05 May 2022

Eurex

Fixed Income market briefing May 2022

by Lee Bartholomew, Head of Fixed Income Product R&D, Eurex

As we moved into the second quarter of 2022, the macroeconomic backdrop still supported our portfolio. Central banks across the globe are grappling with increasingly elevated levels of inflation at a time when voices are growing louder on recessionary concerns. This, together with the ongoing conflict in Ukraine, is causing tensions around the speed at which central banks need to raise rates and what is the new terminal rate to hit the brakes on inflation. Considering the rhetoric around the factors mentioned, futures volumes were well supported across the portfolio in April. The German segment outperformed with execution of the long end, where Buxl futures saw a decline versus April 21, with c.1.3m contracts trading versus c.1.5m in April last year. One point to note regarding Buxl is the contract was coming off a very strong 2021. The front end of the curve saw the largest percentage increase, with Schatz volumes 103.3% higher versus 2021. Bobl and Bund segments traded 10.1m and 15.4m contracts, respectively, an increase of 30.3% and 7.8%.

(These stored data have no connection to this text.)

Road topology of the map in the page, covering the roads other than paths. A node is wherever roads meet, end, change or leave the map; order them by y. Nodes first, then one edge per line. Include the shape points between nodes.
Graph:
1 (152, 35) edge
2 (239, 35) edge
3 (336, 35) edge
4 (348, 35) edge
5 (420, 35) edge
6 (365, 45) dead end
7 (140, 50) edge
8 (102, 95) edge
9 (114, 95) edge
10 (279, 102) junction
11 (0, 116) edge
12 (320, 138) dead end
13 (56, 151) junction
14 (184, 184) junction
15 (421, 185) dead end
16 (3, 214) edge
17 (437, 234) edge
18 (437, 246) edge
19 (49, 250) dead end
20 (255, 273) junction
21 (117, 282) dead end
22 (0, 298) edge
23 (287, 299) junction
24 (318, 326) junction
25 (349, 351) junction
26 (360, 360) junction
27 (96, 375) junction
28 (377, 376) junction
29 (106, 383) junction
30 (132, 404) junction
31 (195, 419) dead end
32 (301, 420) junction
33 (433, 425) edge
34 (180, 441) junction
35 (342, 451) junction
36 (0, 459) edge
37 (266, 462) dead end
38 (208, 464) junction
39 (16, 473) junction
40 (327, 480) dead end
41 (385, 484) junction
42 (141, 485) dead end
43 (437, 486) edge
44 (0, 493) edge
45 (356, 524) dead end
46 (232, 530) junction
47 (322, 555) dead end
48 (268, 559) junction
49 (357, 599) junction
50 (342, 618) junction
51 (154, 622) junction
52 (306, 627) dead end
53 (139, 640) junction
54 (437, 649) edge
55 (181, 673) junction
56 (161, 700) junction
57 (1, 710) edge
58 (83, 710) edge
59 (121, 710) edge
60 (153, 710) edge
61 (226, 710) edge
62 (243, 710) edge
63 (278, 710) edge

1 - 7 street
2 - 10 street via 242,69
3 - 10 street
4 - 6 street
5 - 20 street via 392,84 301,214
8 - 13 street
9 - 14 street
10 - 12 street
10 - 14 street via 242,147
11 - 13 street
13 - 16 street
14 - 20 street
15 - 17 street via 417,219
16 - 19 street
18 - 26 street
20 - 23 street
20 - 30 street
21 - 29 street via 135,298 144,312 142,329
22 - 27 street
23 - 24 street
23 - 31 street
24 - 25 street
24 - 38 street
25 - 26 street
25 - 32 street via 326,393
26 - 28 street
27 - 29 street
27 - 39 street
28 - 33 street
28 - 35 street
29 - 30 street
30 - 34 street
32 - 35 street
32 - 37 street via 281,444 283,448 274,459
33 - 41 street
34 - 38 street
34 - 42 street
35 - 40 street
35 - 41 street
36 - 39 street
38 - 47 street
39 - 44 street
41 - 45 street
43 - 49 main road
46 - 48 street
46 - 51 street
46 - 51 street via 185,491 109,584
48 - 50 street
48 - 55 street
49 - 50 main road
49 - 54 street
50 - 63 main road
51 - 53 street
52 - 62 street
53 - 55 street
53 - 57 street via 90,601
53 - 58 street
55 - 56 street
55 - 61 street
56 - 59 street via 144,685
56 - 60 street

As spreads to Germany widened, the French and Italian segments continued to perform strongly. The French 10y traded c.4.26m contracts versus c.3.7m, an increase of 13.9%. In the Italian sector, the front end outperformed the 10y. The short BTP contracts traded 1.67m contracts compared to 1.45m in April ‘21, an increase of 14.7%. The 10y saw a decline of 8.9% versus ‘21, with c.2.7m contracts trading. 

With yields continuing to move higher, the options segment continued its strong start to 2022, with volumes up 3.7%. The belly of the German curve saw the largest percentage increase with volumes 149.8% higher, trading 1.147m contracts. The Bobl was closely followed by the end, with Buxl volumes 113.1% above April 21 levels. Schatz brought up the rear, with an increase of 9.4%. The Bund was a tale of two contracts, with the weeklies trading 98k, an increase of 169.3%, whereas the core segment was 20% lower at 2.61m contracts. The French OAT segment saw a 21% increase, and the BTP segment saw a decline of 36.9%. However, as May entered, the BTP segment has outperformed with volumes averaging c.19k contracts. Overall, the BTP segment has continued to trade above 2021 levels.

Away from core rates, the ETF options and ESG segments continue to go from strength to strength. The ETF segment was coming off a record Q1, and this momentum continued in April. Interest was spread across several underlyings, but the Emerging Market segment witnessed the largest percentage increase with 22.4k contracts trading, an increase of 899%. The corporate bond ETF was 108% higher than last year. On the ESG front, end-client activation is a focus for the business, which has had a positive impact on volumes. As more clients increasingly become active, we expect to see a bigger impact on the daily traded volumes.